ASSIGNMENT: Determine the number of lines in the data below that hold "stream"; give nothing but that number.
··· EXTRACTED MATERIAL
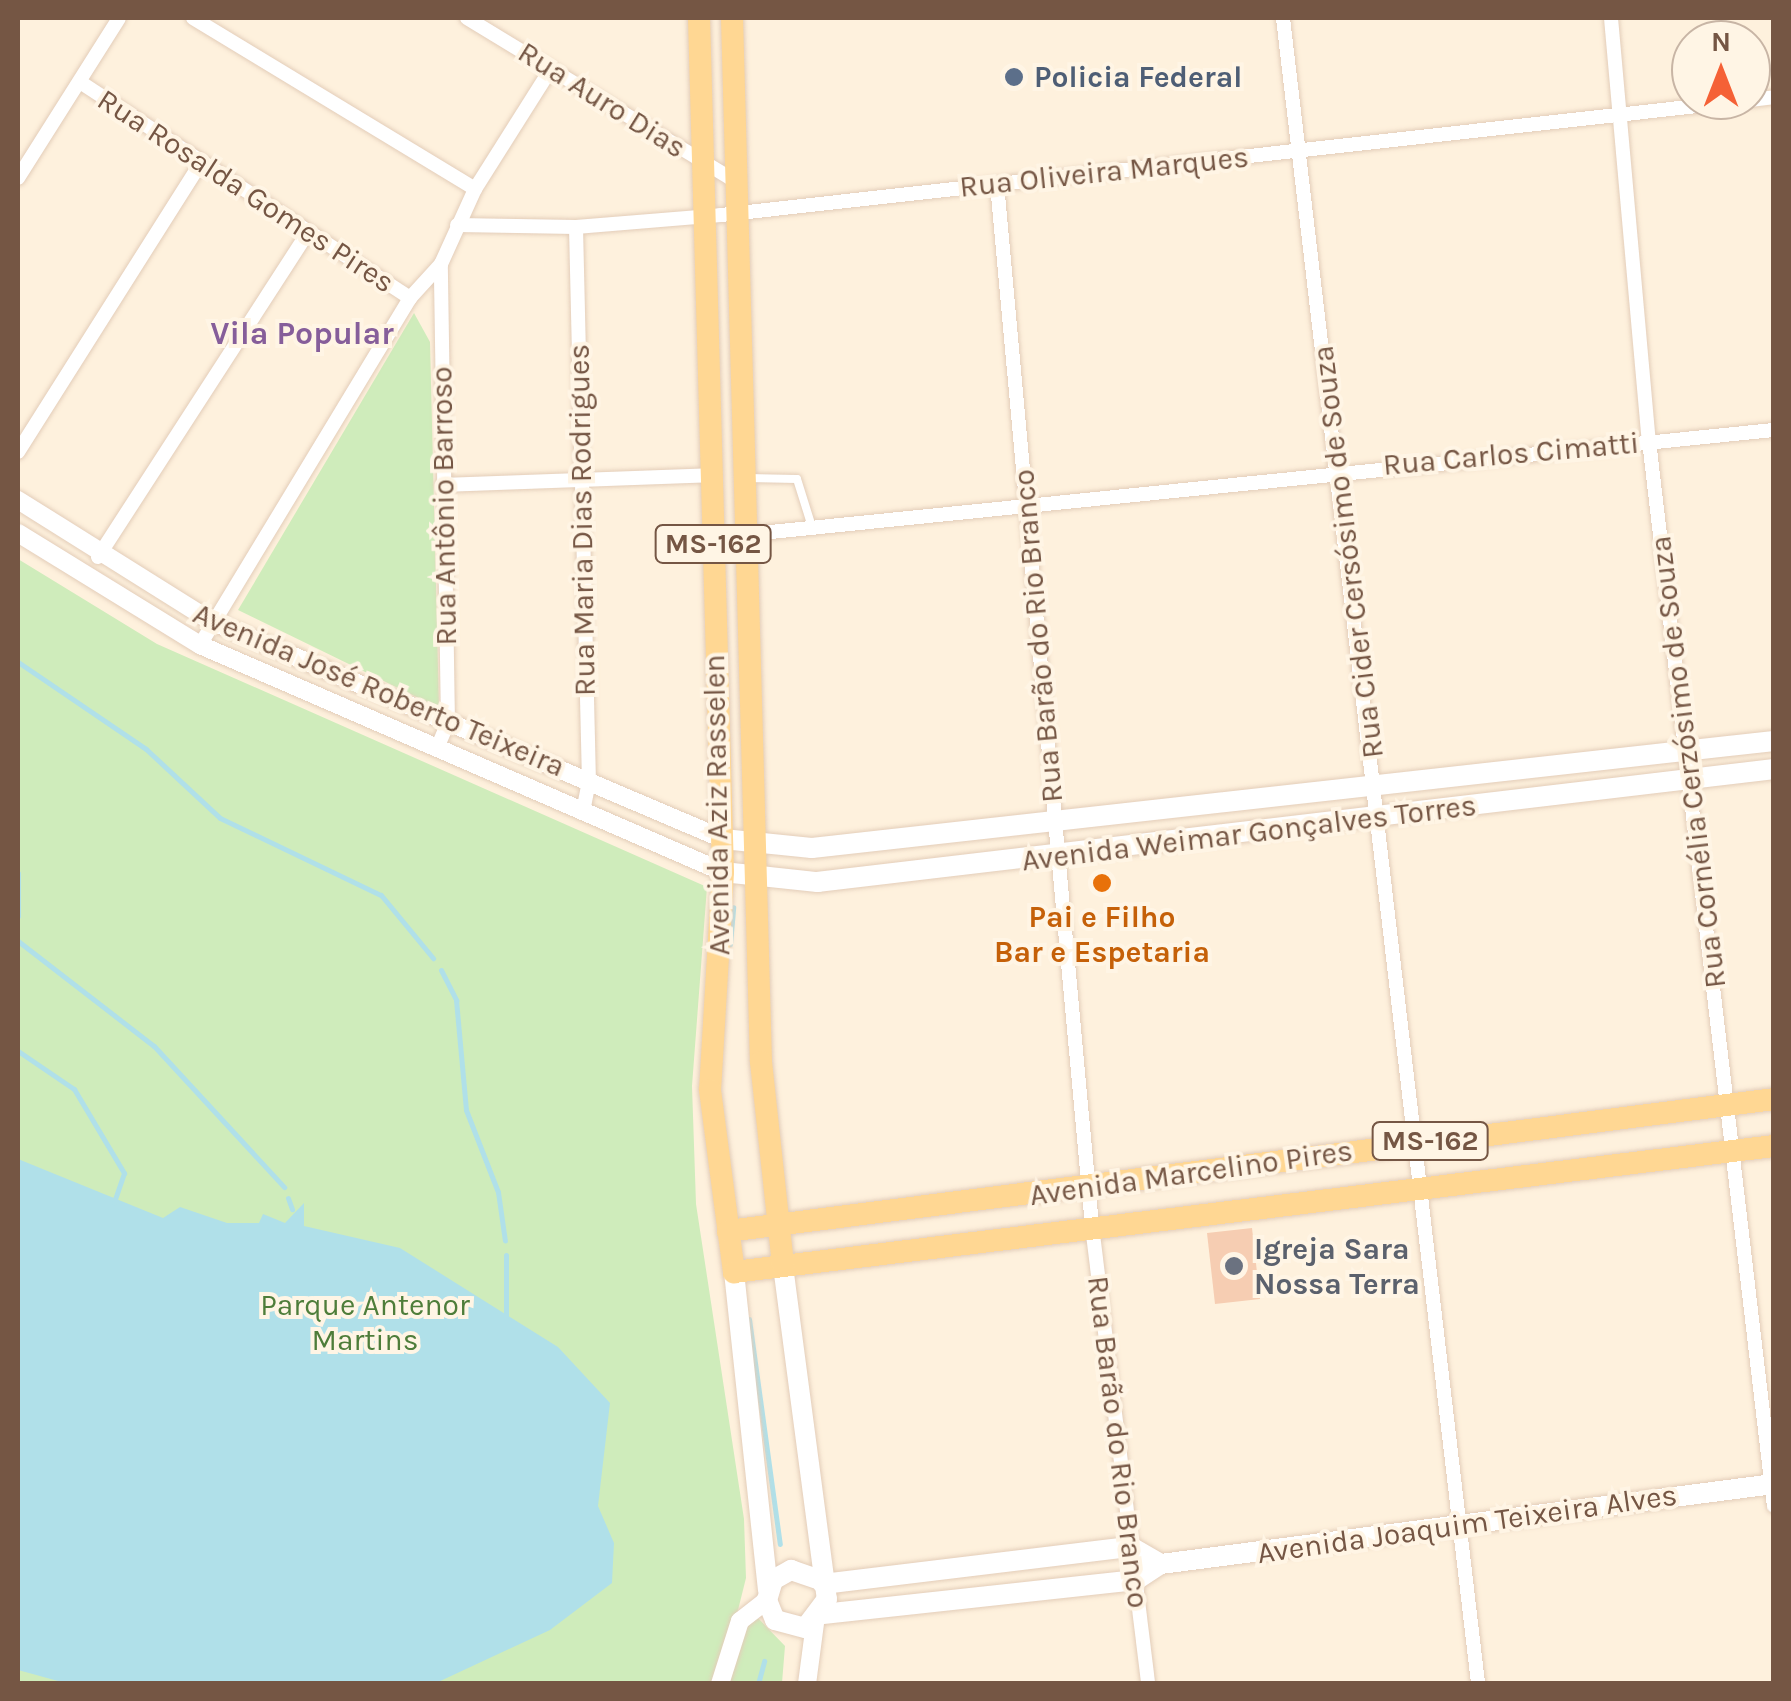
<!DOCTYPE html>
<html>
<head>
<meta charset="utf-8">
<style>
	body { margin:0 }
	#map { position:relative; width:1791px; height:1701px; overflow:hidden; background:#fef1dd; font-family:Karla,sans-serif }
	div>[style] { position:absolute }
	.green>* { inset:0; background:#cfecbb }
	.water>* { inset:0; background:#b0e0e9 }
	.stream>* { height:5px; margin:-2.5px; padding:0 2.5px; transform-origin:2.5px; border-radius:2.5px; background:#b0e0e9 }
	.building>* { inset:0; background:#f6cdb2 }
	.roads { filter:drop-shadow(0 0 2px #e3cdb9) drop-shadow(0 0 2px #e3cdb9) }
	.service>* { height:8px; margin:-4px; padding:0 4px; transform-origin:4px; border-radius:4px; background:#fff }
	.minor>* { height:14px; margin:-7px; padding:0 7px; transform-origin:7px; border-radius:7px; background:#fff }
	.tertiary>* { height:18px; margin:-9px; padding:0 9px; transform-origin:9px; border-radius:9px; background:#fff }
	.secondary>* { height:20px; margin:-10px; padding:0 10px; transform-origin:10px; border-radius:10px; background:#fff }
	.primary>* { height:22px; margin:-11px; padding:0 11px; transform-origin:11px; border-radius:11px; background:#ffd793 }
	.dots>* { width:28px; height:28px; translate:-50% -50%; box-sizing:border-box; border:5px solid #fff5e5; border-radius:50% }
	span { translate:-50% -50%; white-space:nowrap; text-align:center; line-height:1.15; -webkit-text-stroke:8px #fff5e5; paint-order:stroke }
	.shield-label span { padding:2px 8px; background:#fff5e5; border:2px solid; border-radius:8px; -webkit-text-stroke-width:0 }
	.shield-label { font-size:28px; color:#755644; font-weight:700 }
	.service-label { font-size:30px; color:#4e5e75; font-weight:700 }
	.left { translate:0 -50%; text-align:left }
	.street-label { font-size:30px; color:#755644 }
	.food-label { font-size:30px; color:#c56008; font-weight:700 }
	.worship-label { font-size:30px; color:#5b616d; font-weight:700 }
	.park-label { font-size:30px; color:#4e7d3a }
	.neighbourhood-label { font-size:32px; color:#865e9a; font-weight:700 }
	.frame { position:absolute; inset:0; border:20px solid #755644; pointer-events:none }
	.north { position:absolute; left:1671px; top:20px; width:100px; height:100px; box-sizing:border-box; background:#fff5e5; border:2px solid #c8b5a5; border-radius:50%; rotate:0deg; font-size:28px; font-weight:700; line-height:40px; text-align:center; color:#755644 }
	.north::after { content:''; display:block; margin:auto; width:35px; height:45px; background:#f56136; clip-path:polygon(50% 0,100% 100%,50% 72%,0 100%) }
</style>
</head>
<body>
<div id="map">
	<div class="green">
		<i style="clip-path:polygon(414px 313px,430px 342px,439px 708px,238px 610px)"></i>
		<i style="clip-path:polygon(18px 559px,157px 644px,707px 887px,692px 1086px,696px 1204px,744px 1519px,746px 1578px,736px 1618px,741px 1629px,757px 1617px,785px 1646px,782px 1683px,18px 1683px)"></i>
	</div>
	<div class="water">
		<i style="clip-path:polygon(18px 1159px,163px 1218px,180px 1207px,227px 1223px,259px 1223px,263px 1214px,285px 1223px,304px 1203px,304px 1226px,400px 1248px,558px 1347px,610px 1403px,598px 1506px,614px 1543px,612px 1583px,550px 1630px,436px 1683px,69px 1684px,18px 1670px)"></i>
	</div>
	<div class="stream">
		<i style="left:18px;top:662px;width:155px;rotate:34.2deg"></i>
		<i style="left:146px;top:749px;width:101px;rotate:43deg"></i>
		<i style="left:220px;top:818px;width:178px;rotate:25.6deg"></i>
		<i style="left:381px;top:895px;width:82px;rotate:50.5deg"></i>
		<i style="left:18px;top:873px;width:43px;rotate:90deg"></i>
		<i style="left:18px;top:941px;width:172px;rotate:37.7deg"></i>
		<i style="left:154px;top:1046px;width:192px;rotate:47.3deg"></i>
		<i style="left:730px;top:944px;width:37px;rotate:-85deg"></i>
		<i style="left:441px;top:970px;width:34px;rotate:63deg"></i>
		<i style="left:456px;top:1000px;width:110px;rotate:84.8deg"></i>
		<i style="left:466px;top:1110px;width:88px;rotate:68.7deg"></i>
		<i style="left:498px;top:1192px;width:49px;rotate:81.9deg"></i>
		<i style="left:18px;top:1051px;width:68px;rotate:34.2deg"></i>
		<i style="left:74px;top:1089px;width:98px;rotate:59.2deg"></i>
		<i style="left:124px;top:1173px;width:31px;rotate:109deg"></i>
		<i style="left:288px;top:1198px;width:12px;rotate:70deg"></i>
		<i style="left:506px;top:1255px;width:63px;rotate:90deg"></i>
		<i style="left:749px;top:1319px;width:227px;rotate:82.2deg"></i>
		<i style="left:758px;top:1684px;width:24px;rotate:-75deg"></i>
	</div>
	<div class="building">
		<i style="clip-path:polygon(1252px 1228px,1260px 1299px,1215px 1304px,1207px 1233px)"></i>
	</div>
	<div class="roads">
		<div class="service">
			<i style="left:747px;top:478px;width:50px;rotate:1.1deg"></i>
			<i style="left:797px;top:479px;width:50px;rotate:72.6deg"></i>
		</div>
		<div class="minor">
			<i style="left:193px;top:18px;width:330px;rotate:31.2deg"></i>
			<i style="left:467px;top:18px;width:316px;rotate:31.3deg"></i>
			<i style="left:1283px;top:18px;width:1677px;rotate:83.32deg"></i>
			<i style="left:1611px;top:18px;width:425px;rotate:84.9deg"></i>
			<i style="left:1649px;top:441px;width:1072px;rotate:83.31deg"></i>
			<i style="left:83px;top:84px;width:391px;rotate:33.2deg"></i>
			<i style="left:1751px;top:100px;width:23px;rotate:-7deg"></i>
			<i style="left:18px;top:178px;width:189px;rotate:-57.7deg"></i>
			<i style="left:997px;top:184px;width:1046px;rotate:84.79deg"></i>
			<i style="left:1092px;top:1226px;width:461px;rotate:83deg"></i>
			<i style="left:457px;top:225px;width:119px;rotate:1deg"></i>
			<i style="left:576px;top:227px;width:145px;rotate:-4.7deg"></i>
			<i style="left:721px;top:215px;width:1036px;rotate:-6.37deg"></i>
			<i style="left:576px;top:227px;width:554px;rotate:88.66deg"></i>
			<i style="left:589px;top:781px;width:31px;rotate:101deg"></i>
			<i style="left:18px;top:452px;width:342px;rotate:-57.7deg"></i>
			<i style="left:442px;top:485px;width:268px;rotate:-2.1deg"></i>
			<i style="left:712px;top:538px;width:1067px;rotate:-5.81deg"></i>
			<i style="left:98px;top:557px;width:387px;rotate:-57.1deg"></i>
			<i style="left:200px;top:645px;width:406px;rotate:-58.8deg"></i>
			<i style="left:410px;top:298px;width:46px;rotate:-47.6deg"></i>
			<i style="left:441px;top:264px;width:82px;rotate:-65.6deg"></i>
			<i style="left:475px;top:189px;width:142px;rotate:-57.7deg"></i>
			<i style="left:438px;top:746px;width:25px;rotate:-67deg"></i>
			<i style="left:448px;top:723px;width:459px;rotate:-90.9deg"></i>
		</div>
		<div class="tertiary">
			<i style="left:18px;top:500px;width:228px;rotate:32.1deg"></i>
			<i style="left:211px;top:621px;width:556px;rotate:23.06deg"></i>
			<i style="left:18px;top:533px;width:214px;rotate:31.6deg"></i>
			<i style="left:200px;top:645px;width:570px;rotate:23.46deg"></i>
			<i style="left:720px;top:1684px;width:66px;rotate:-72.4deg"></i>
			<i style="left:740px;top:1621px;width:34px;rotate:-38deg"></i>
			<i style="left:807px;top:1684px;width:62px;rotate:-82.5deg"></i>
		</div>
		<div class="secondary">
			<i style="left:723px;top:839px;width:89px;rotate:5.8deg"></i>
			<i style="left:812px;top:848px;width:968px;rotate:-6.35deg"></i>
			<i style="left:723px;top:872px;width:95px;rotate:6.1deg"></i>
			<i style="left:817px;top:882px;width:964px;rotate:-6.73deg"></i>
			<i style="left:783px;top:1266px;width:336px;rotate:82.5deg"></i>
			<i style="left:827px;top:1599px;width:36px;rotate:127deg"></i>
			<i style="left:805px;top:1628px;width:31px;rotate:-165deg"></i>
			<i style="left:775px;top:1620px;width:22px;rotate:-112deg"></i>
			<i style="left:767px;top:1600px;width:21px;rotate:-73deg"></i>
			<i style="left:773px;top:1580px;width:21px;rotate:-29deg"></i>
			<i style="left:791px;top:1570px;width:31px;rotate:19deg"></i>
			<i style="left:734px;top:1272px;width:320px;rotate:83.9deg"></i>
			<i style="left:823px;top:1584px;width:310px;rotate:-6.9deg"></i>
			<i style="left:1131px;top:1547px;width:34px;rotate:30deg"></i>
			<i style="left:823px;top:1614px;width:315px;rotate:-6.2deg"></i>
			<i style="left:1136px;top:1580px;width:30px;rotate:-33deg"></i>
			<i style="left:1161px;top:1564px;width:618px;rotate:-7.44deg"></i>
		</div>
		<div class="primary">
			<i style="left:699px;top:18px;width:854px;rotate:88.39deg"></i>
			<i style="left:723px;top:872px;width:218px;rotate:93.4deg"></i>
			<i style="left:710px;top:1090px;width:184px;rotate:82.5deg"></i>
			<i style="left:734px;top:1272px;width:1048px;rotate:-6.91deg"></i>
			<i style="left:732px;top:18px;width:1044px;rotate:88.41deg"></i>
			<i style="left:761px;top:1062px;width:205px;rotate:83.8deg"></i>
			<i style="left:728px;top:1231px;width:1054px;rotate:-7.19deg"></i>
		</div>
	</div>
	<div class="dots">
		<i style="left:1014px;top:77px;background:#5c6f8a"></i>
		<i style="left:1102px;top:883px;background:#e8710a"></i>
		<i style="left:1234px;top:1266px;background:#6b7280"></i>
	</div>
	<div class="shield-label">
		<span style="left:713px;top:544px">MS-162</span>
		<span style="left:1430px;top:1141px">MS-162</span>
	</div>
	<div class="service-label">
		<span class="left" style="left:1034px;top:77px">Policia Federal</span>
	</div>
	<div class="street-label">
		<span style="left:602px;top:100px;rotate:32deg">Rua Auro Dias</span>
		<span style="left:1104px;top:172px;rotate:-6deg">Rua Oliveira Marques</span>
		<span style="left:246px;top:191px;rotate:33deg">Rua Rosalda Gomes Pires</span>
		<span style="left:1511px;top:454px;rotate:-5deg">Rua Carlos Cimatti</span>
		<span style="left:444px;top:506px;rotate:-91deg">Rua Antônio Barroso</span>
		<span style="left:582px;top:520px;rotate:-91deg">Rua Maria Dias Rodrigues</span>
		<span style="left:1348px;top:552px;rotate:-97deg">Rua Cider Cersósimo de Souza</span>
		<span style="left:1038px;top:636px;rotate:-95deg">Rua Barão do Rio Branco</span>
		<span style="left:379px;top:690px;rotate:23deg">Avenida José Roberto Teixeira</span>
		<span style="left:1688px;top:762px;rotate:-97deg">Rua Cornélia Cerzósimo de Souza</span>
		<span style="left:717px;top:805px;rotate:-91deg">Avenida Aziz Rasselen</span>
		<span style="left:1249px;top:833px;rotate:-7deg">Avenida Weimar Gonçalves Torres</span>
		<span style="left:1191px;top:1173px;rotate:-8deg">Avenida Marcelino Pires</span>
		<span style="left:1118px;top:1442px;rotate:83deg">Rua Barão do Rio Branco</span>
		<span style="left:1467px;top:1524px;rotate:-8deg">Avenida Joaquim Teixeira Alves</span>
	</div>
	<div class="food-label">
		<span style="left:1102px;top:934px">Pai e Filho<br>Bar e Espetaria</span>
	</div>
	<div class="worship-label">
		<span class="left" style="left:1254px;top:1266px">Igreja Sara<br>Nossa Terra</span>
	</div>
	<div class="park-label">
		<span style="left:365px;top:1322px">Parque Antenor<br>Martins</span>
	</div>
	<div class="neighbourhood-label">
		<span style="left:302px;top:334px">Vila Popular</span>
	</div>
	<div class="frame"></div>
	<div class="north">N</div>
</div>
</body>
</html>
······
SOLVED EXERCISE: 2